- TRY IT -
In the entries below, find the lines that include "thumb" and give their number as the whole reply.
[Opening DATA TO USE section]
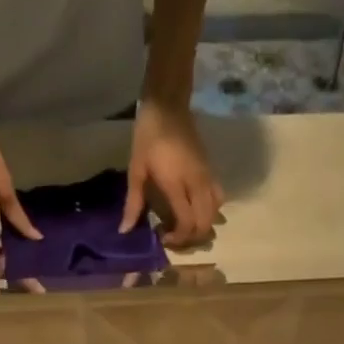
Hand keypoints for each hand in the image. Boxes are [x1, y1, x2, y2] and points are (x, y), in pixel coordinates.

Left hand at [122, 99, 222, 248]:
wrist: (168, 105)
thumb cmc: (148, 136)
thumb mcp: (136, 169)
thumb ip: (133, 203)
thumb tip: (125, 230)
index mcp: (177, 184)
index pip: (187, 223)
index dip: (178, 238)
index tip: (164, 238)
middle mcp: (197, 183)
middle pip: (204, 223)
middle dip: (191, 237)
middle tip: (175, 236)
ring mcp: (207, 177)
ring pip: (215, 213)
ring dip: (203, 226)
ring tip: (186, 226)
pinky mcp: (212, 171)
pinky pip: (218, 198)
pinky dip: (211, 211)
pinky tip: (196, 210)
[Closing DATA TO USE section]
- REPLY -
4